O nosso alferes lá foi parar a casa do John, e depois colocou-o no jeep, bem como a uma das suas filhas, deram uma volta turística, mas no momento das despedidas o alferes deixa o pai apeado, e foge com a rapariga. É acusado de rapto, já era louco, logo a ordem para, sob prisão, marchar para Carmona, aonde, quando chega já tem outra escolta para o levar para Luanda, com a ordem clara para nem por um minuto parar em Carmona. Era sempre a andar. Estes pobres de Cristo ou eram odiados, ou eram temidos, não sei bem!
Confesso que sentia por eles uma grande ternura, talvez porque… Onde terá ido parar este alferes, talvez já tenho morrido, talvez se tenha suicidado, talvez esteja no Júlio de Matos, talvez tenha gozado com o pessoal à brava, quem sabe? Quem dá notícia deste pobres de cristo, simpáticos? Meus irmãos!
Nesta companhia usei a minha competência disciplinar e quase por ofensa puni um cabo com 10 dias de detenção porque tentou agredir um furriel, quando este lhe deu uma ordem ilegítima para ir levar pão à sua casa, o que o cabo não aceitou e voltou-se contra o sargento. Obviamente que esta ordem era ilegítima, mas o 1ºcabo não podia agredir o seu superior hierárquico, mas também ao fazê-lo ponha em causa a minha filosofia de comando de combater com rigor todos os abusos de autoridade. Tinha ali a oportunidade de praticar o que dizia e ele roubava-me a possibilidade da demonstração, pior que a falta, para mim, foi esta atitude de não ter confiado no que disse. Puniu-o com raiva e expliquei-lhe o porquê, ele compreendeu, mas de tanta raiva esqueci-me de punir o sargento.
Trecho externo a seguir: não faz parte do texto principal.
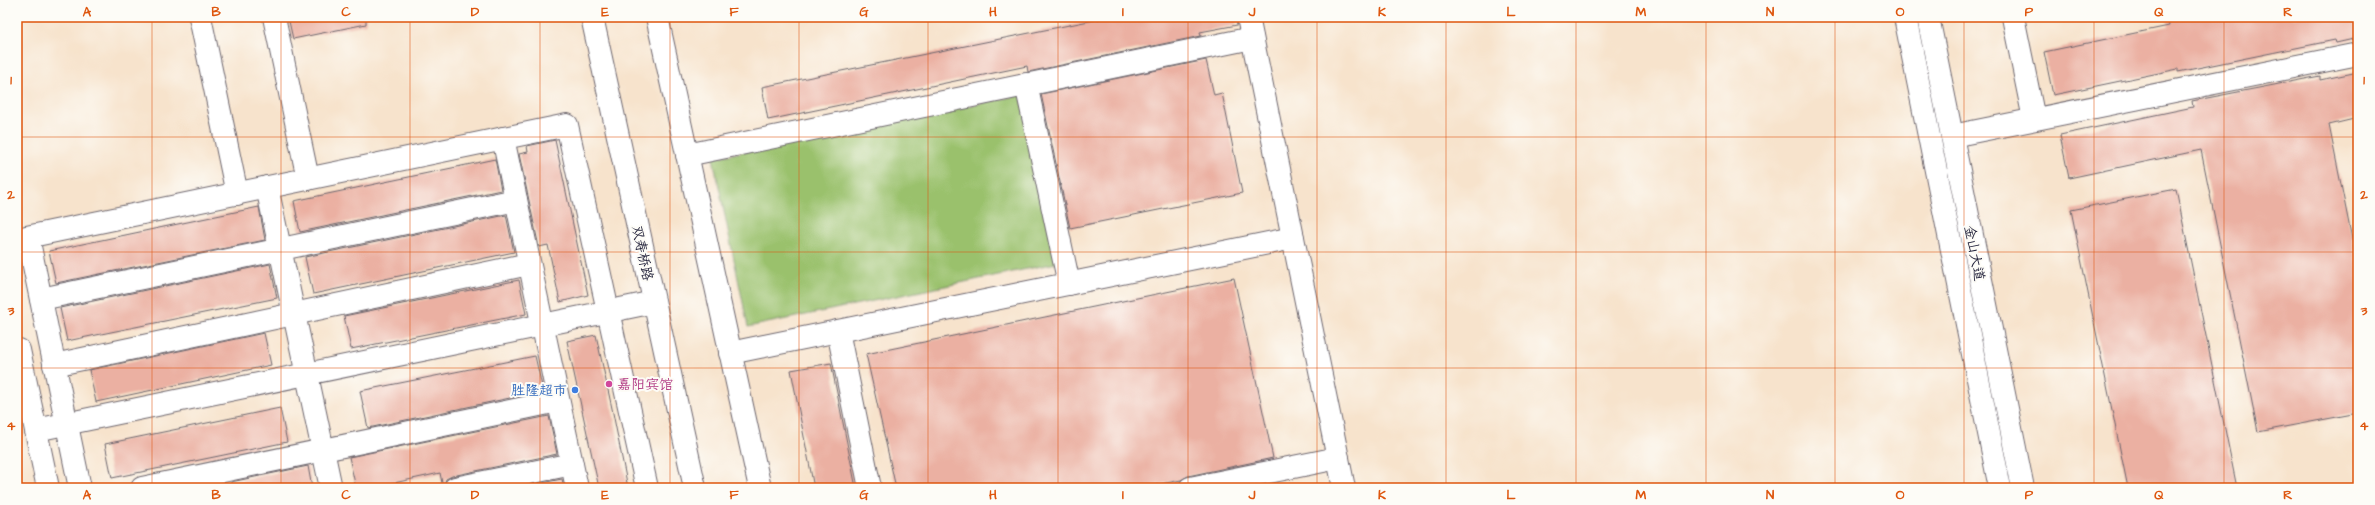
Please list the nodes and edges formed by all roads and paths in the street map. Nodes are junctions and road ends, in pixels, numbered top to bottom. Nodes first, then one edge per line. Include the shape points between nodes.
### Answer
1 (200, 17) edge
2 (274, 17) edge
3 (592, 17) edge
4 (657, 17) edge
5 (1905, 17) edge
6 (1928, 17) edge
7 (2013, 17) edge
8 (1250, 27) edge
9 (2358, 54) edge
10 (1026, 84) junction
11 (2034, 119) junction
12 (1952, 136) junction
13 (503, 138) junction
14 (687, 155) junction
15 (308, 179) junction
16 (267, 187) junction
17 (237, 194) junction
18 (516, 200) junction
19 (22, 238) edge
20 (1293, 238) junction
21 (280, 248) junction
22 (529, 264) junction
23 (1069, 284) junction
24 (41, 299) junction
25 (654, 302) junction
26 (608, 311) junction
27 (294, 314) junction
28 (542, 325) junction
29 (838, 331) junction
30 (18, 347) edge
31 (730, 353) junction
32 (54, 365) junction
33 (307, 374) junction
34 (558, 401) junction
35 (67, 423) junction
36 (36, 430) junction
37 (323, 450) junction
38 (1338, 458) junction
39 (572, 464) junction
40 (48, 488) edge
41 (80, 488) edge
42 (142, 488) edge
43 (331, 488) edge
44 (455, 488) edge
45 (577, 488) edge
46 (648, 488) edge
47 (695, 488) edge
48 (760, 488) edge
49 (870, 488) edge
50 (1190, 488) edge
51 (1344, 488) edge
52 (2000, 488) edge
53 (2023, 488) edge

1 - 17 street
2 - 15 street
3 - 25 street, 双寿桥路
4 - 14 street
5 - 52 street, 金山大道
6 - 12 street, 金山大道
7 - 11 street
8 - 10 street
8 - 20 street
9 - 11 street
10 - 14 street
10 - 23 street
11 - 12 street
12 - 53 street, 金山大道
13 - 15 street
13 - 18 street
13 - 26 street via 567,125
14 - 31 street
15 - 16 street
16 - 17 street
16 - 21 street
17 - 19 street
18 - 21 street
18 - 22 street
19 - 24 street
20 - 23 street
20 - 38 street
21 - 24 street
21 - 27 street
22 - 27 street
22 - 28 street
23 - 29 street
24 - 32 street
25 - 26 street
25 - 47 street, 双寿桥路
26 - 28 street
26 - 46 street
27 - 32 street
27 - 33 street
28 - 33 street
28 - 34 street
29 - 31 street
29 - 49 street
30 - 36 street
31 - 48 street
32 - 35 street
33 - 35 street
33 - 37 street
34 - 37 street
34 - 39 street
35 - 36 street
35 - 41 street
36 - 40 street
37 - 42 street
37 - 43 street
38 - 50 street
38 - 51 street
39 - 44 street
39 - 45 street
Estava a substituir o capitão e artilharia Figueiras, um capitão quase major que depois no seu regresso lá anulou estas punições ,porque no texto constava que o cabo se tinha voltado ao sargento, o que, já não era do foro disciplinar mas criminal e que naqueles termos o homem tinha de ser julgado em tribunal, arriscando-se no mínimo a 2 anos de prisão, e que mais isto e aquilo, e que como comandante interino não podia alterar o modelo de comando. Mas alterei e gostei imenso de o ter feito, valeu bem a seca de mais de duas horas e talvez o facto de não ter ficado na lista dos preferidos do capitão, ao longo de toda a sua vida. Mas sempre o considerei um bom capitão e um bom Homem, embora vaidoso.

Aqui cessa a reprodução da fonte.